# Exercise 5 Solution: Cepstral Techniques

## 1. Generating Voiced Excitation Source
Generate a 32 ms pulse sequence for a voiced source at 100 Hz.

In [None]:
import numpy as np
import matplotlib.pyplot as plt

# 1. Sampling rate and window length
fs = 16000  # Hz
duration_ms = 32  # ms
N = int(duration_ms/1000 * fs)  # number of samples (32 ms)

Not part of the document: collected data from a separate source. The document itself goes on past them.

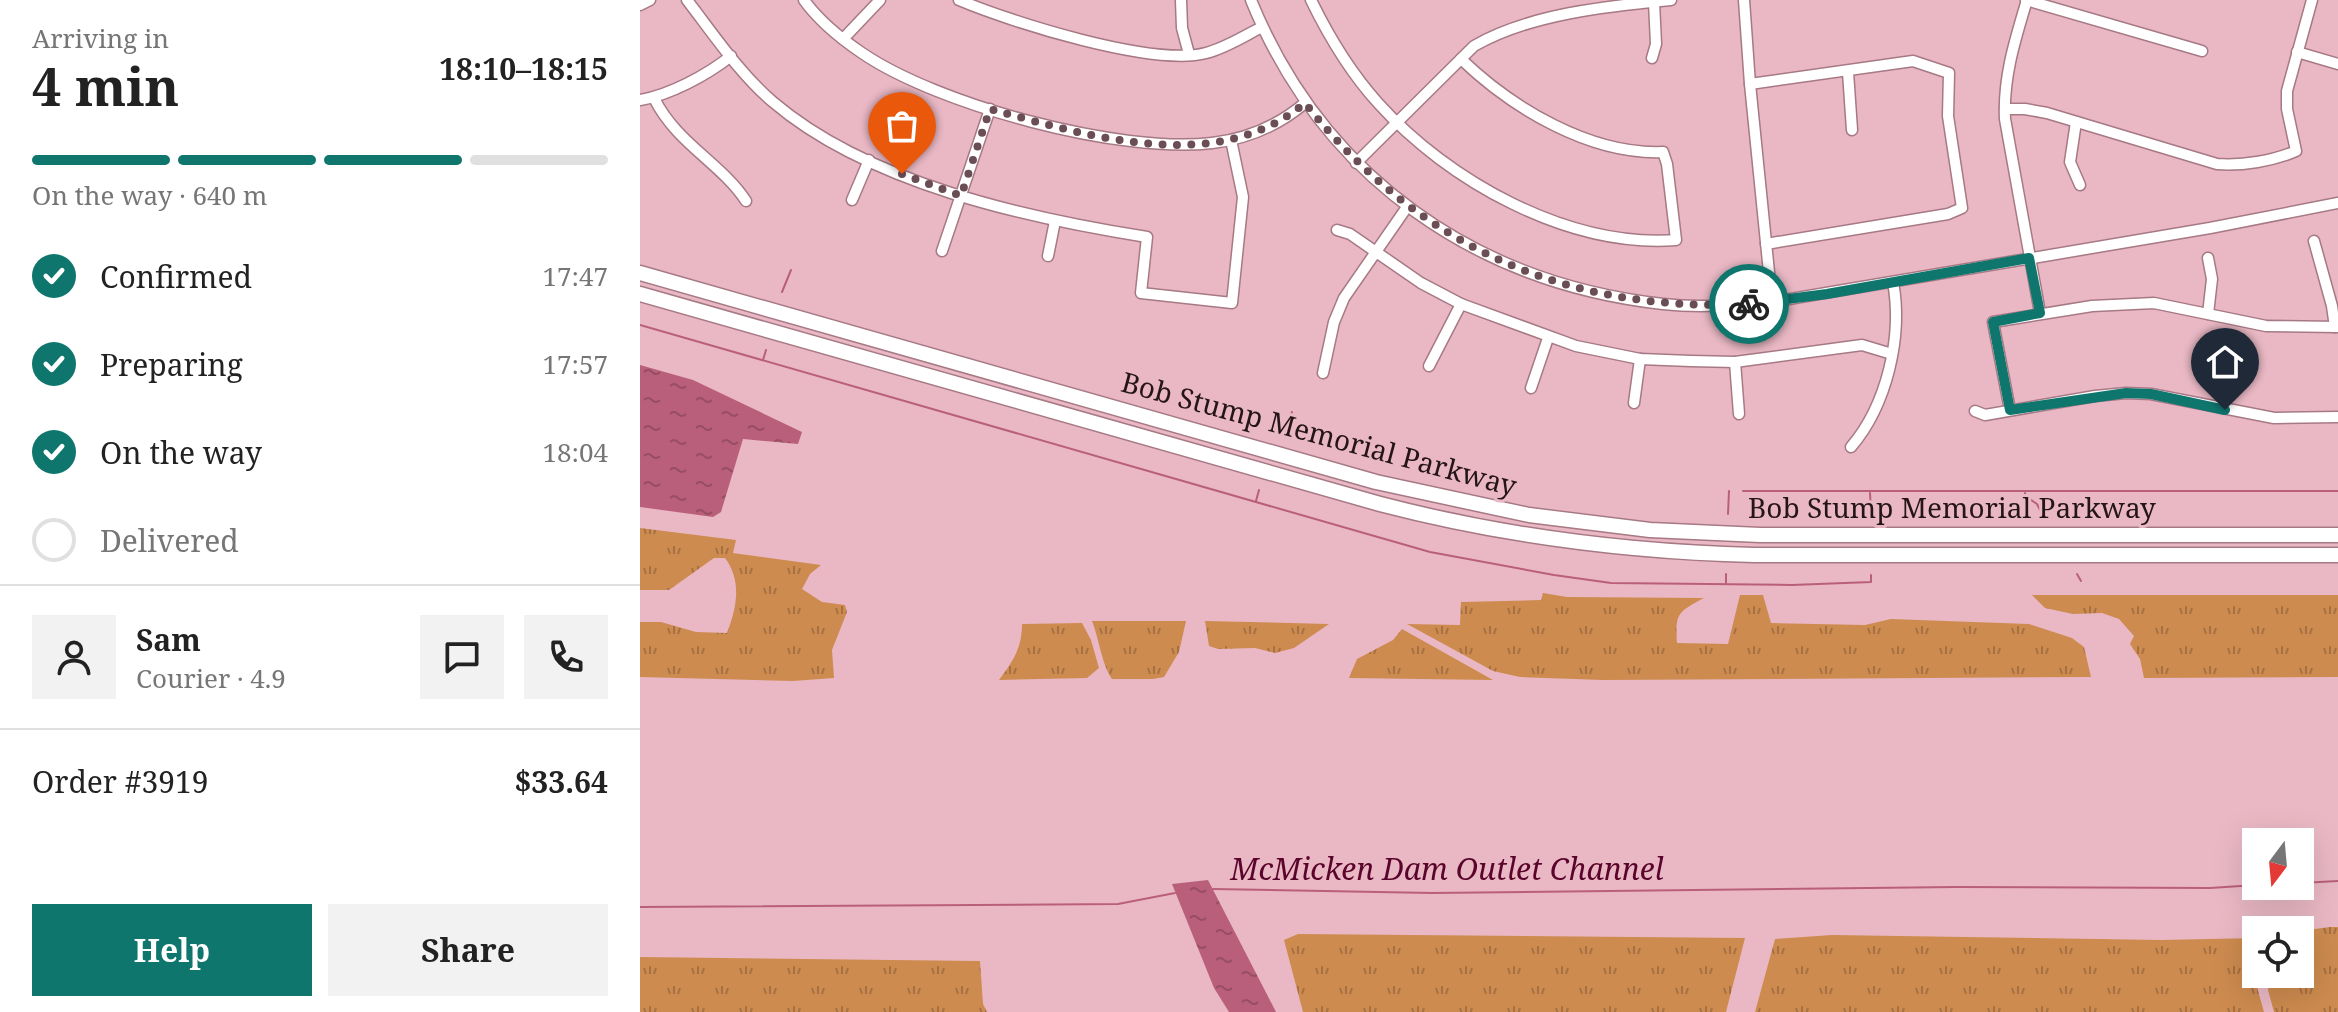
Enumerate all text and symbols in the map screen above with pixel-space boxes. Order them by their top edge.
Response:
text: Arriving in [32,20,169,56]
text: 18:10–18:15 [439,48,608,89]
text: 4 min [32,50,179,121]
pin [868,92,936,174]
icon: bag [880,104,924,148]
text: On the way · 640 m [32,177,267,213]
icon: check [32,254,76,298]
text: Confirmed [100,256,252,297]
text: 17:47 [542,258,608,294]
courier [1709,264,1789,344]
icon: bike [1727,282,1771,326]
pin [2191,328,2259,410]
icon: home [2203,340,2247,384]
icon: check [32,342,76,386]
text: Preparing [100,344,243,385]
text: 17:57 [542,346,608,382]
street label: Bob Stump Memorial Parkway [1117,362,1521,504]
icon: check [32,430,76,474]
text: On the way [100,432,262,473]
text: 18:04 [542,434,608,470]
street label: Bob Stump Memorial Parkway [1748,488,2156,526]
text: Delivered [100,520,239,561]
button: person [32,615,116,699]
button: chat [420,615,504,699]
button: phone [524,615,608,699]
text: Sam [136,619,201,660]
text: Courier · 4.9 [136,660,286,696]
text: Order #3919 [32,761,209,802]
text: $33.64 [514,761,608,802]
north arrow [2242,828,2314,900]
map controls [2242,828,2314,988]
water label: McMicken Dam Outlet Channel [1229,848,1664,889]
button: Help [32,904,312,996]
button: Share [328,904,608,996]
button: locate [2242,916,2314,988]

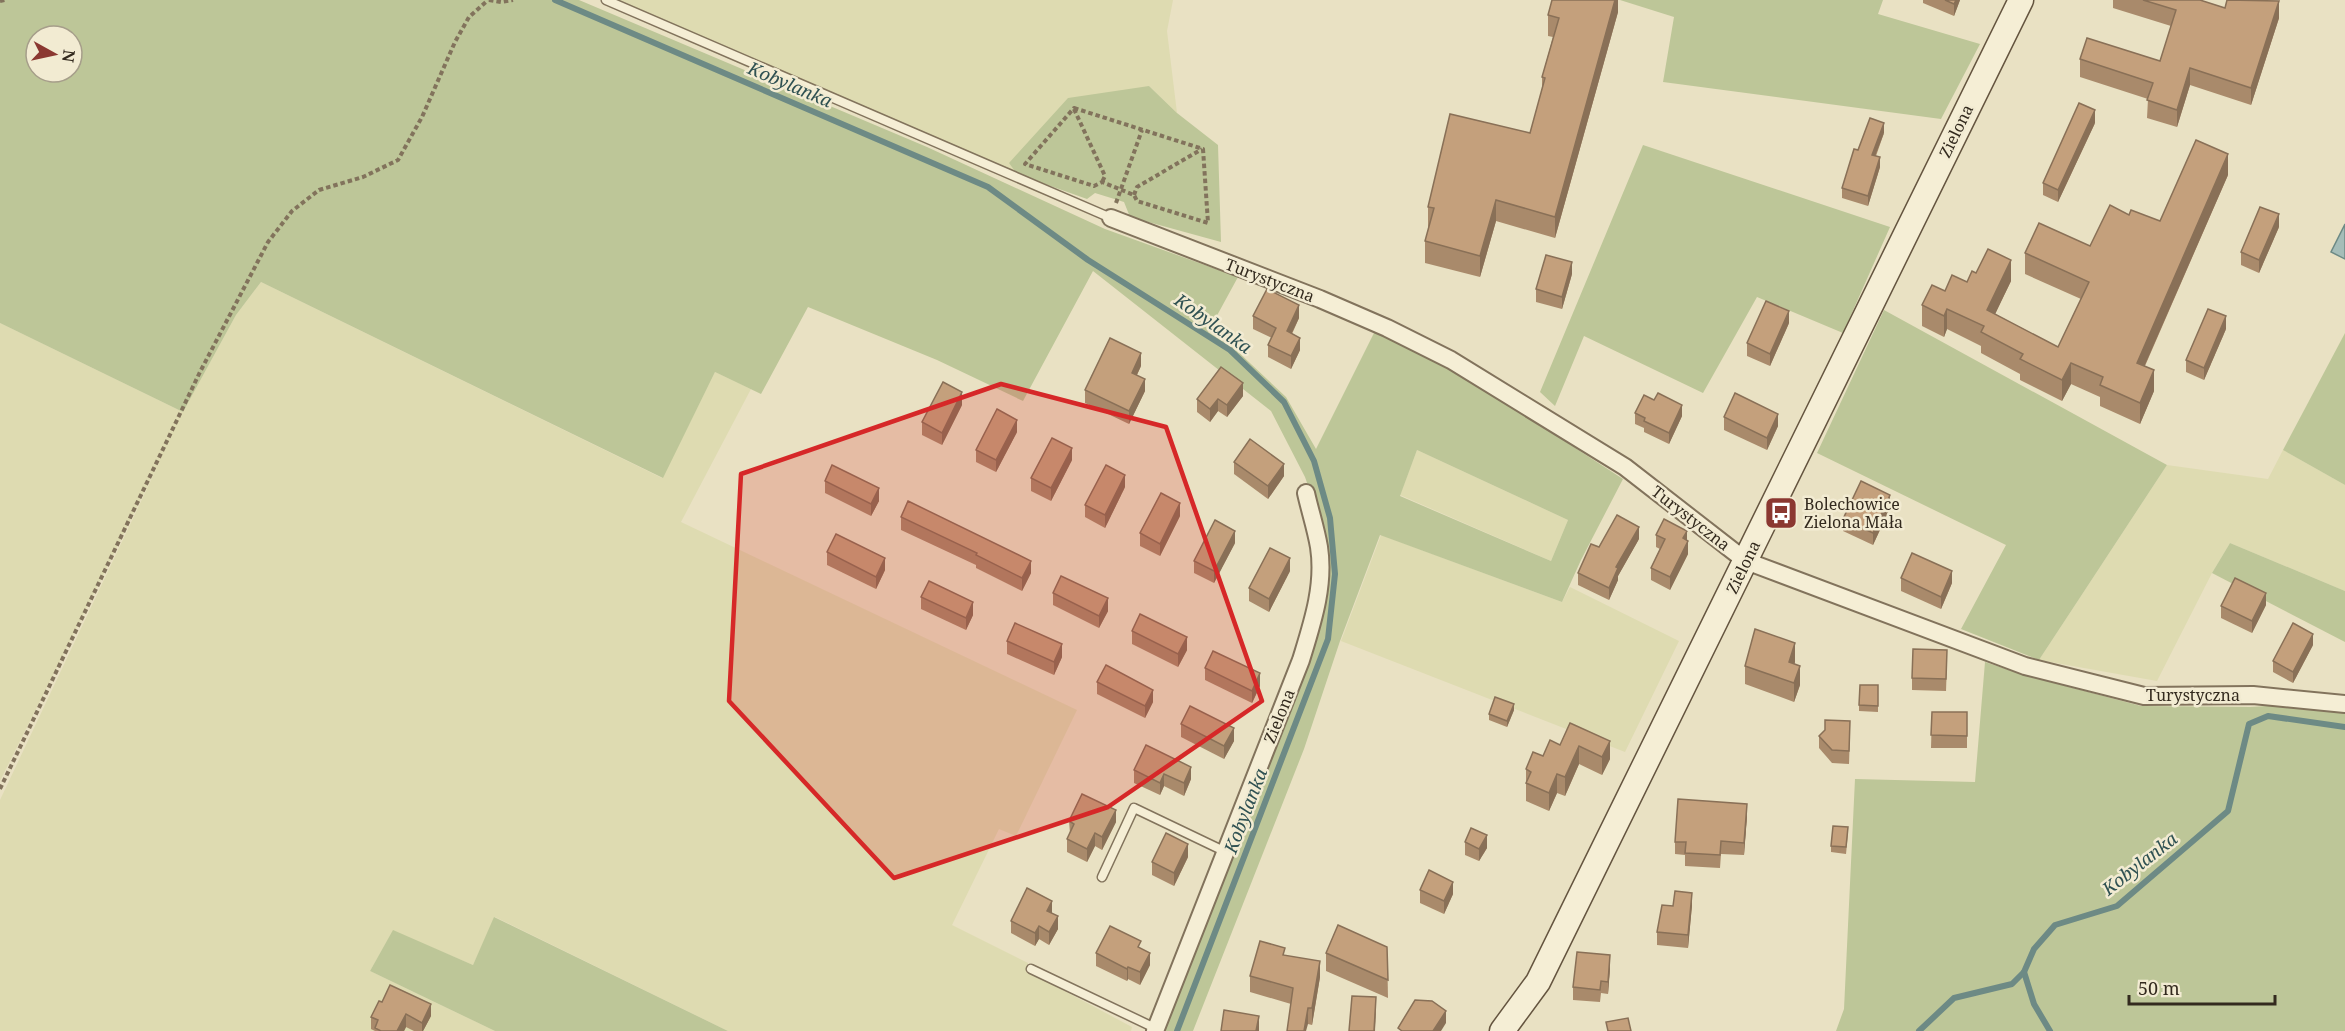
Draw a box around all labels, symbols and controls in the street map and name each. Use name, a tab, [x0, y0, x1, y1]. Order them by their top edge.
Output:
north arrow	[24, 24, 84, 84]
text: N	[57, 48, 81, 64]
water label: Kobylanka	[744, 55, 837, 113]
street label: Zielona	[1934, 101, 1978, 161]
street label: Turystyczna	[1222, 253, 1318, 307]
water label: Kobylanka	[1169, 287, 1257, 359]
street label: Turystyczna	[1647, 480, 1735, 556]
place label: Bolechowice Zielona Mała	[1804, 493, 1903, 533]
bus stop icon: Bolechowice Zielona Mała	[1763, 495, 1799, 531]
street label: Zielona	[1721, 537, 1765, 597]
street label: Turystyczna	[2146, 684, 2240, 706]
street label: Zielona	[1258, 686, 1300, 746]
water label: Kobylanka	[1218, 764, 1272, 858]
water label: Kobylanka	[2096, 826, 2182, 901]
scale bar	[2129, 968, 2274, 1006]
text: 50 m	[2138, 976, 2180, 1000]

# 2. Fundamental frequency and period
f0 = 100  # Hz
period_samples = int(fs / f0)  # samples per pitch period

# 3. Generate voiced excitation u[n]
u = np.zeros(N)
u[::period_samples] = 1  # impulse at each period

# 4. Plot the pulse train
plt.figure(figsize=(8, 2))
plt.stem(np.arange(N)/fs*1000, u, basefmt=" ")
plt.xlabel('Time [ms]')
plt.title(f'Voiced Excitation: {f0} Hz Pulse Train (32 ms)')
plt.show()


**Answer:**
- Pulses occur every 1/f₀ = 10 ms (160 samples).
- In 32 ms, we observe ~4 pulses, modeling the glottal source for voiced speech.

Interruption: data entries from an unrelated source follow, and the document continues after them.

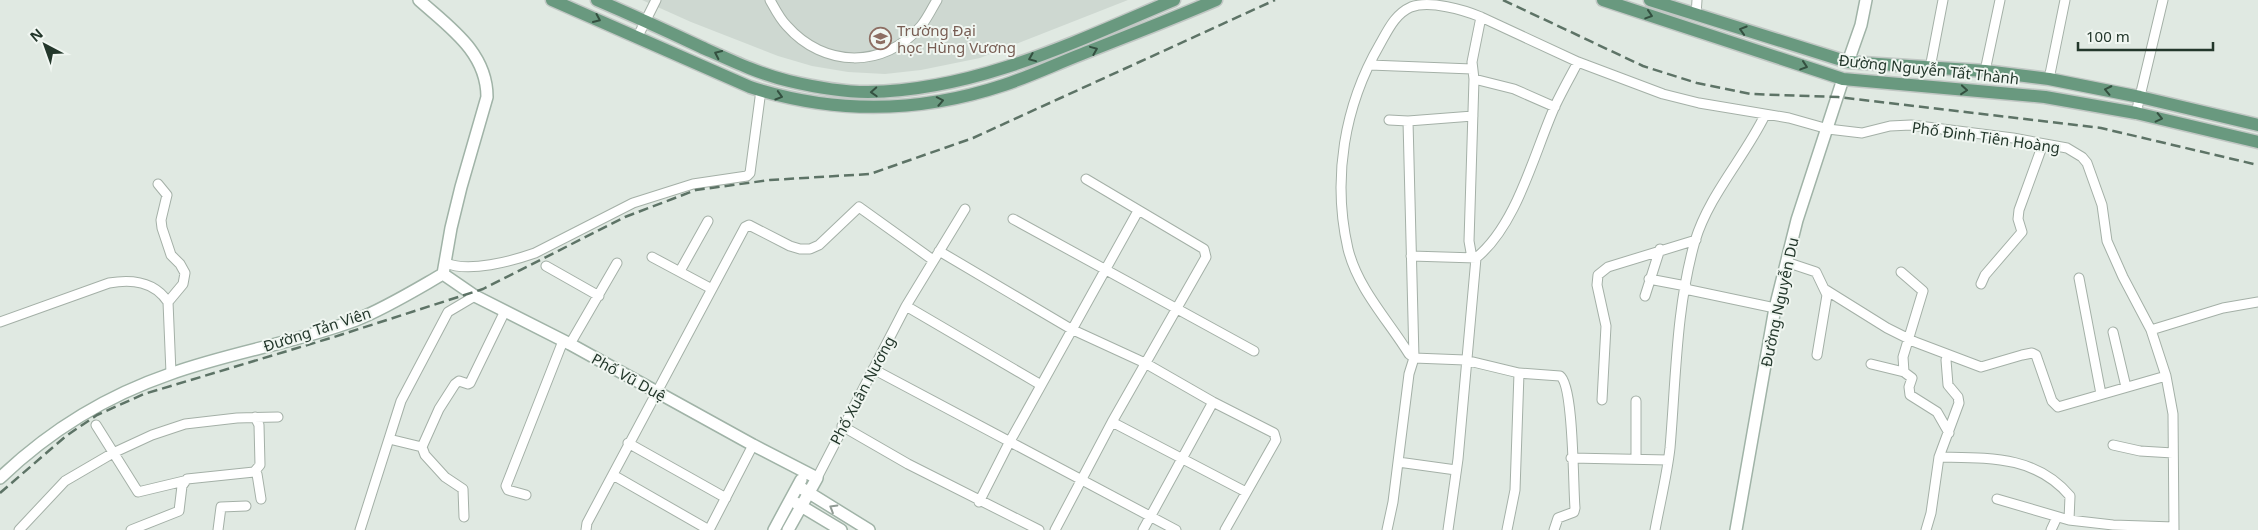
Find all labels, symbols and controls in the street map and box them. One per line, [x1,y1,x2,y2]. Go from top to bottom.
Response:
one-way arrow [1645,10,1653,20]
one-way arrow [592,13,601,24]
north arrow [20,20,70,70]
place label: Trường Đại học Hùng Vương [897,20,1016,57]
scale bar [2078,20,2213,52]
text: N [26,24,47,46]
one-way arrow [1739,25,1747,35]
text: 100 m [2086,26,2130,46]
school or university icon: Trường Đại học Hùng Vương [869,27,893,51]
one-way arrow [1089,45,1097,55]
one-way arrow [714,50,723,60]
street label: Đường Nguyễn Tất Thành [1838,50,2020,88]
one-way arrow [1028,51,1037,62]
one-way arrow [1799,60,1808,70]
one-way arrow [1960,84,1968,95]
one-way arrow [2104,85,2113,96]
one-way arrow [870,86,878,97]
one-way arrow [774,90,782,100]
one-way arrow [935,97,944,107]
one-way arrow [2154,112,2163,123]
street label: Phố Đinh Tiên Hoàng [1911,117,2061,157]
street label: Đường Nguyễn Du [1755,235,1803,369]
street label: Đường Tản Viên [261,302,373,356]
street label: Phố Xuân Nương [825,332,899,448]
street label: Phố Vũ Duệ [588,348,670,406]
one-way arrow [830,505,839,515]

## 2. Artificial Speech Generation and Spectra
Filter the excitation through the vocal tract coefficients and compare spectra.

In [None]:
import numpy as np
import matplotlib.pyplot as plt
from scipy.signal import lfilter, freqz

# 1. Load filter coefficients
a = np.loadtxt('filter-data.txt')  # LPC filter a coefficients

# 2. Filter the excitation to create speech signal s[n]
s = lfilter([1.0], a, u)

# 3. Apply Hann window
w = np.hanning(N)
uw = u * w
sw = s * w

# 4. FFT parameters
Nfft = N
freqs = np.fft.rfftfreq(Nfft, 1/fs)

# 5. Compute spectra
w_h, H = freqz([1.0], a, worN=Nfft, fs=fs)
Uw = np.fft.rfft(uw, n=Nfft)
Sw = np.fft.rfft(sw, n=Nfft)

# 6. Plot amplitude and log-amplitude spectra
eps = np.finfo(float).eps
plt.figure(figsize=(12, 6))

plt.subplot(2, 3, 1)
plt.plot(w_h, np.abs(H)); plt.title('|H(ω)|'); plt.xlabel('Hz')

plt.subplot(2, 3, 2)
plt.plot(freqs, np.abs(Uw)); plt.title('|U_w(ω)|'); plt.xlabel('Hz')

plt.subplot(2, 3, 3)
plt.plot(freqs, np.abs(Sw)); plt.title('|S_w(ω)|'); plt.xlabel('Hz')

plt.subplot(2, 3, 4)
plt.plot(w_h, 20*np.log10(np.abs(H)+eps)); plt.title('20log|H|'); plt.xlabel('Hz')

plt.subplot(2, 3, 5)
plt.plot(freqs, 20*np.log10(np.abs(Uw)+eps)); plt.title('20log|U_w|'); plt.xlabel('Hz')

plt.subplot(2, 3, 6)
plt.plot(freqs, 20*np.log10(np.abs(Sw)+eps)); plt.title('20log|S_w|'); plt.xlabel('Hz')

plt.tight_layout(); plt.show()


**Answers:**
- **|H(ω)|**: Formant peaks of the vocal tract filter.
- **|U_w(ω)|**: Harmonics at multiples of f₀.
- **|S_w(ω)|**: Harmonic structure shaped by filter envelope.
- **Log spectra** emphasize envelope and harmonic detail.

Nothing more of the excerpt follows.